Read through the data, and wherever a line holds the word "node", write that line out.

##### Supplied material

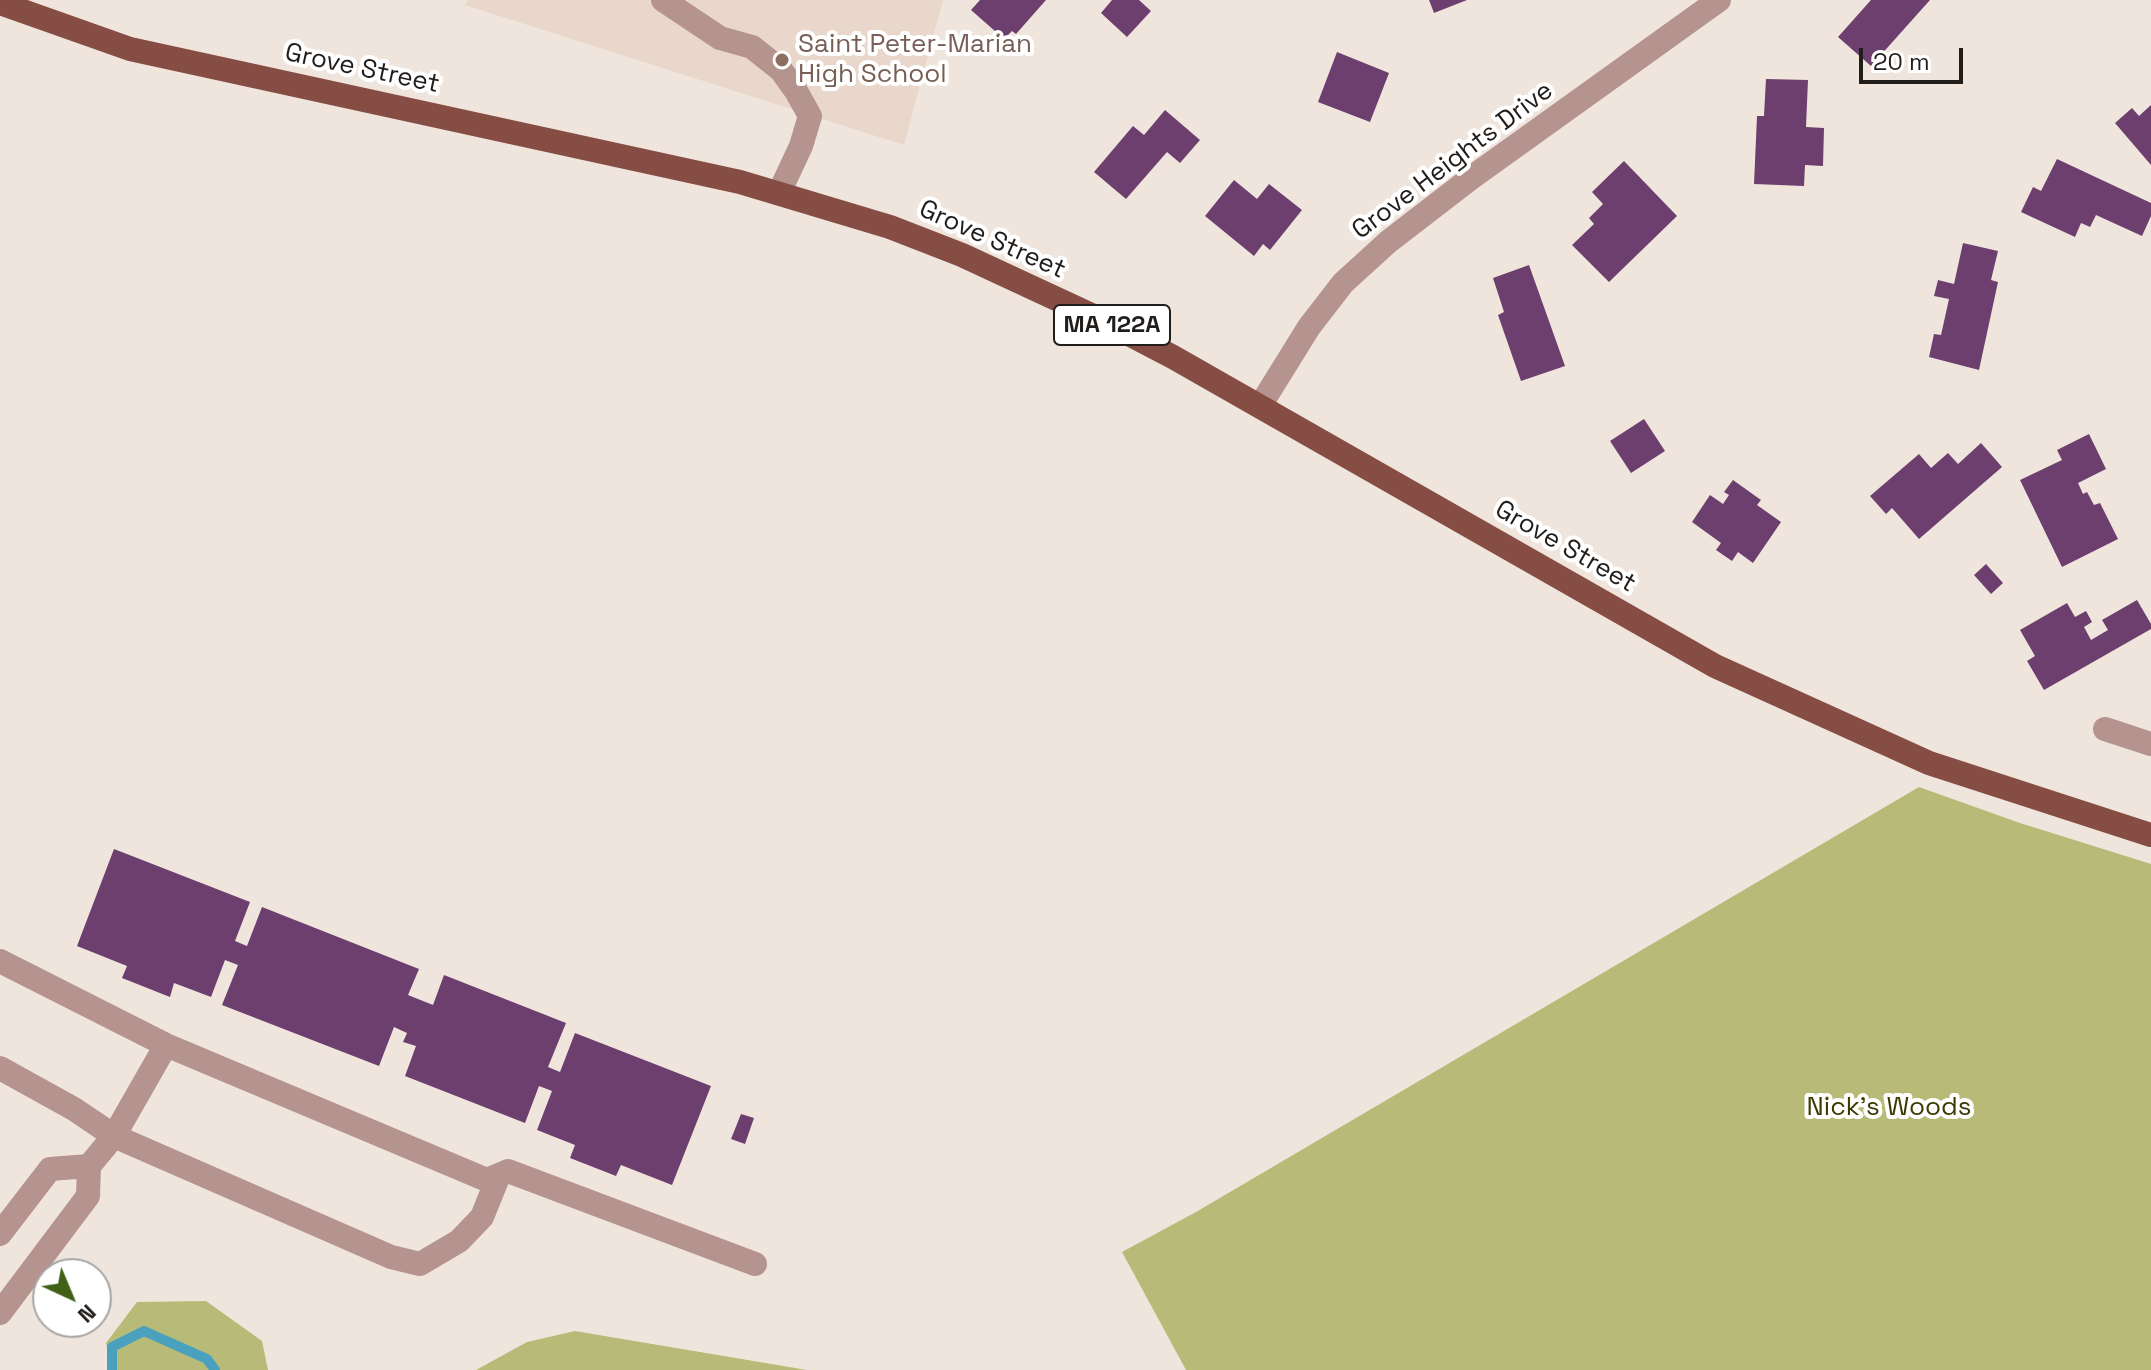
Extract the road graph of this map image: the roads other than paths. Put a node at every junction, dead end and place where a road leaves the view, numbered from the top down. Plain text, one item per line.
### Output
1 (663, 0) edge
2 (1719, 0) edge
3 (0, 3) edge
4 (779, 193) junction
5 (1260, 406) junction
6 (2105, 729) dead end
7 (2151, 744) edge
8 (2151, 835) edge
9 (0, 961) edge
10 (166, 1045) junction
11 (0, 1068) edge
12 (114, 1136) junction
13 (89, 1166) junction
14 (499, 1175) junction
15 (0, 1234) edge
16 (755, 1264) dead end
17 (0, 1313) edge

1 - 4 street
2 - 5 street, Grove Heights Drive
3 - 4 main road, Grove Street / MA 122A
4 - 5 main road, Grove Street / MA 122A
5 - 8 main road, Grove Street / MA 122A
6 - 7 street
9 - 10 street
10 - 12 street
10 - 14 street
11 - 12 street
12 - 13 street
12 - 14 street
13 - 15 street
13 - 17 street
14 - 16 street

##########
##### Supplied material

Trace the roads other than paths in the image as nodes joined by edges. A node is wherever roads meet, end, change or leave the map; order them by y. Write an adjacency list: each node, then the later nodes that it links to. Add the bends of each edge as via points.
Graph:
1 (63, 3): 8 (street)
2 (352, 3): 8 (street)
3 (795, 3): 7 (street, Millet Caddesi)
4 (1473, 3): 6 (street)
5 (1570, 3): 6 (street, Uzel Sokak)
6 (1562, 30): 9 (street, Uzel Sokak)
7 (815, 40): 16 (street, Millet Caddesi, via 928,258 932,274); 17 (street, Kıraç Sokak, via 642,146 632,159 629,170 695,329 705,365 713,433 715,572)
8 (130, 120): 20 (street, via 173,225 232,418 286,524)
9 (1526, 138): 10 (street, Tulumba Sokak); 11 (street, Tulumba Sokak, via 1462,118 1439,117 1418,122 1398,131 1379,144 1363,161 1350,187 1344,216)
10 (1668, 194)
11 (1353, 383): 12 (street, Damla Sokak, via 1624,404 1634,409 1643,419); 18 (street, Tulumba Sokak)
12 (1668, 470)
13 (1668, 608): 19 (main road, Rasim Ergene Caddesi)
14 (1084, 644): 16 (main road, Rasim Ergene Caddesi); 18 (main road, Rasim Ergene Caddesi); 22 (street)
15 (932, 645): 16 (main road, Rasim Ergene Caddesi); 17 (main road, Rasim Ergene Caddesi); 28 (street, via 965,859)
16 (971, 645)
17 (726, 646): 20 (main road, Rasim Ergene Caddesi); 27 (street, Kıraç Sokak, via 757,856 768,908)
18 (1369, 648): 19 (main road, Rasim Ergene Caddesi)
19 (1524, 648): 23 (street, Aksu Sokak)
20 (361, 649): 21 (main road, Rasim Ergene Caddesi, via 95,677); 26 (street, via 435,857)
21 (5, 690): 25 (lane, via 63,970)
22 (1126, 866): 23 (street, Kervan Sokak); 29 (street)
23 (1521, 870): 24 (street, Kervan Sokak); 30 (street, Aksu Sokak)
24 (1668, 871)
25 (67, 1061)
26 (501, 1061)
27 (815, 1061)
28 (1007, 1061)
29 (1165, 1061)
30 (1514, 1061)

##########

Solution to this problem
Extract the road graph of this map image: the roads other than paths. Put a node at every junction, dead end and place where a road leaves the view, numbered from the top down. Plain text, one item per line.
Trace the roads other than paths in the image as nodes joined by edges. A node is wherever roads meet, end, change or leave the map; order them by y. Write an adjacency list: each node, then the later nodes that it links to. Add the bends of each edge as via points.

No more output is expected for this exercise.